We don't tend to recommend much sci-fi/fantasy at BookBrowse.
Partially because the sci-fi/fantasy genre covers such a wide variety of writing
that BookBrowse simply can't do it justice, partly because relatively few
BookBrowse visitors say that they read sci-fi, and partly because there's
relatively little sci-fi/fantasy that seems good enough to warrant inclusion.
Terry Brooks is one writer who continuously delivers the goods - with at
least 24 novels to his name (see full bibliography at
fantasticfiction), most, if not all, of which have been bestsellers, he
continues to find new directions and new worlds in which to express his talents.
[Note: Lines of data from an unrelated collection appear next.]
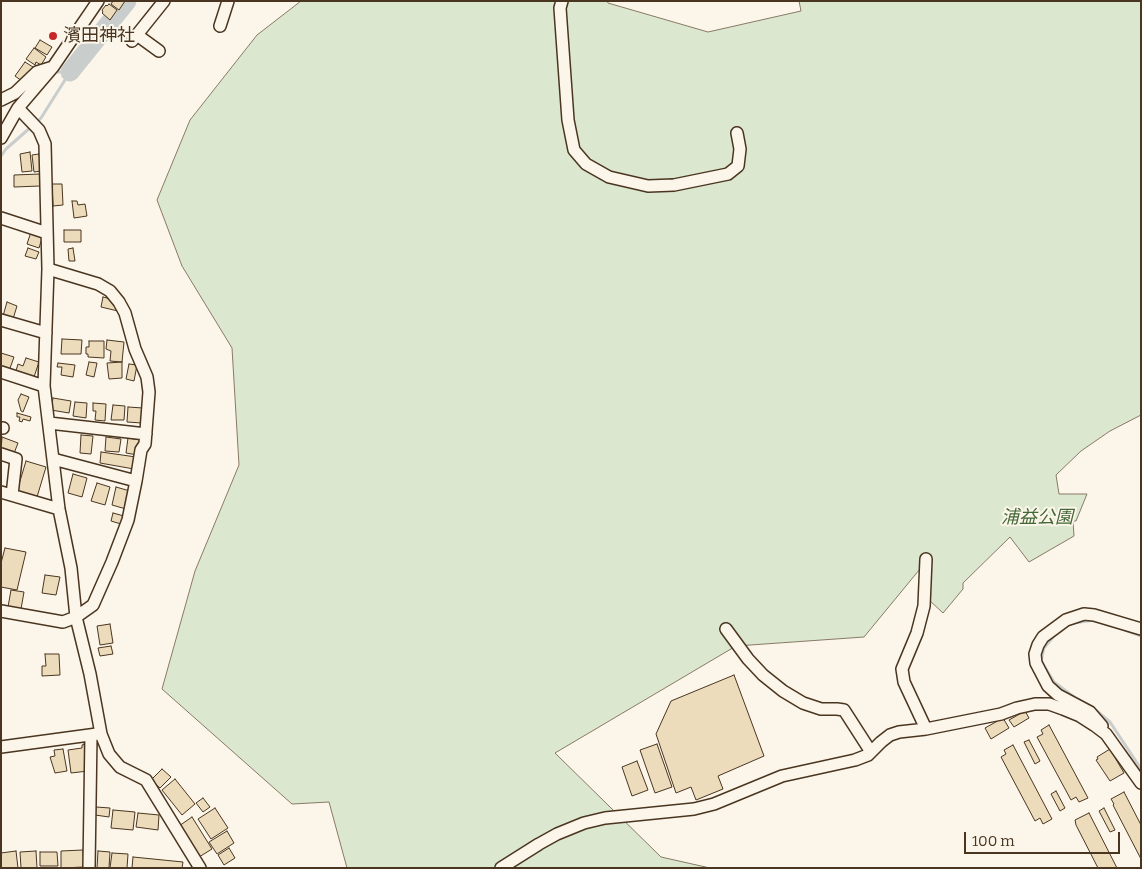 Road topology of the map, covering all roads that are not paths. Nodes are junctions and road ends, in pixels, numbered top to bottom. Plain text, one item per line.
1 (98, 1) edge
2 (164, 1) edge
3 (228, 1) edge
4 (562, 1) edge
5 (220, 26) dead end
6 (159, 51) dead end
7 (53, 67) junction
8 (1, 100) edge
9 (18, 108) junction
10 (737, 133) dead end
11 (1, 138) edge
12 (1, 218) edge
13 (47, 233) junction
14 (48, 269) junction
15 (1, 320) edge
16 (46, 333) junction
17 (1, 372) edge
18 (44, 386) junction
19 (49, 423) junction
20 (146, 434) junction
21 (1, 454) edge
22 (53, 459) junction
23 (136, 481) junction
24 (7, 493) edge
25 (59, 509) junction
26 (926, 559) dead end
27 (1, 611) edge
28 (76, 618) junction
29 (726, 629) dead end
30 (1141, 629) edge
31 (926, 729) junction
32 (96, 734) junction
33 (1106, 734) junction
34 (1, 747) edge
35 (871, 752) junction
36 (1141, 783) edge
37 (89, 868) edge
38 (200, 868) edge
39 (501, 868) edge

1 - 7 street
2 - 6 street
3 - 5 street
4 - 10 street
7 - 8 street
7 - 9 street
9 - 11 street
9 - 13 street
12 - 13 street
13 - 14 street
14 - 16 street
14 - 20 street
15 - 16 street
16 - 18 street
17 - 18 street
18 - 19 street
19 - 20 street
19 - 22 street
20 - 23 street
21 - 24 street
22 - 23 street
22 - 25 street
23 - 28 street
24 - 25 street
25 - 28 street
26 - 31 street
27 - 28 street
28 - 32 street
29 - 35 street
30 - 33 street
31 - 33 street
31 - 35 street
32 - 34 street
32 - 37 street
32 - 38 street
33 - 36 street
35 - 39 street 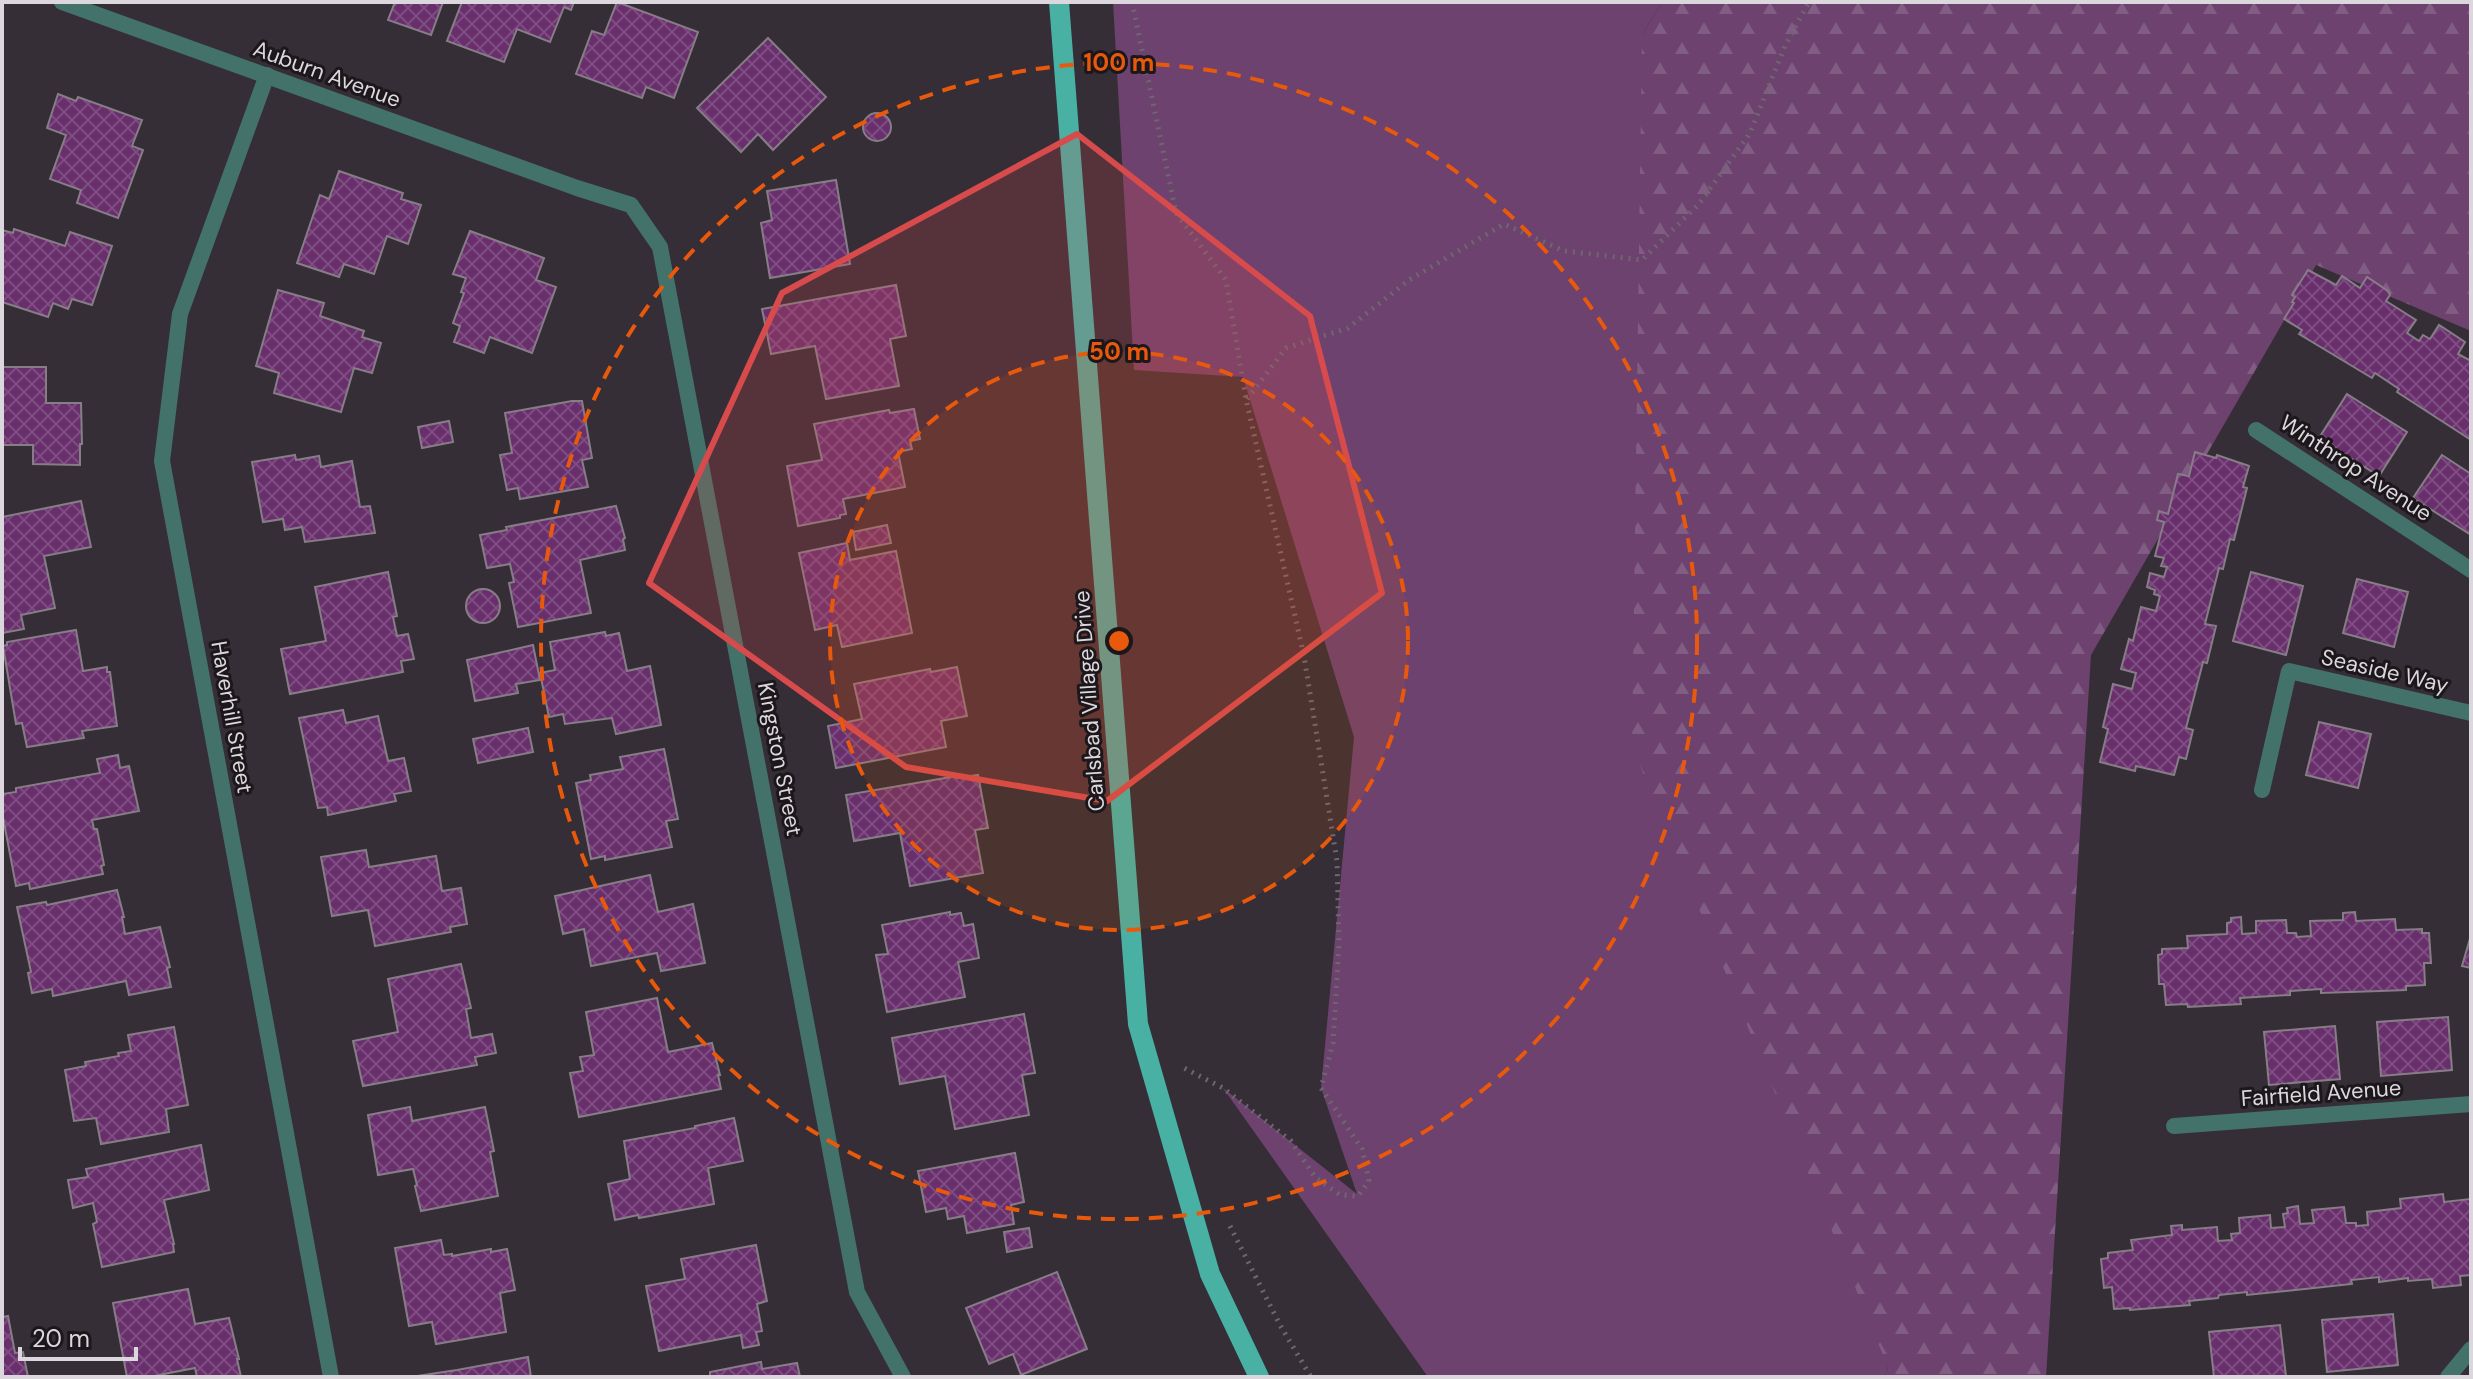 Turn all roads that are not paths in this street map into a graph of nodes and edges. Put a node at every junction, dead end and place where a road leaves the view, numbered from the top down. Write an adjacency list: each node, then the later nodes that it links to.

Armageddon's Children, the first in a new series (that picks up where his The Word and The Void trilogy ended, but can be read independently), is set in a near-future version of the USA, with a fair dollop of magic thrown in for good measure. It's about 80 years from now, and civilization has collapsed as a result of global ecological disasters, weapons of mass destruction and massive plagues; mutants roam freely and the few remaining survivors are walled up inside makeshift stockades that used to be stadiums.
As always, Brooks's fluid writing style makes even the most convoluted of plots intelligible as the large cast of characters, including demons, street gangs, mutants, elves and giant insects, battle it out.
The first part of this first in a new series offers a refreshing and challenging new look at a post-apocalyptic world, vividly realized and frighteningly plausible. However as the book moves into the second half Brooks's imagination seems to falter and the book teeters dangerously close to becoming formulaic. However, overall Armageddon's Children is an exciting read that few sci-fi aficionados will want to miss.
The real test will come as The Genesis of Shannara series develops (Brooks says there could be as many as 9 or 10 books in the arc) to see whether it has the legs to be an effective standalone series, or just a recasting of his previous books. The second in the opening trilogy, The Elves of Cintra will be published later this month.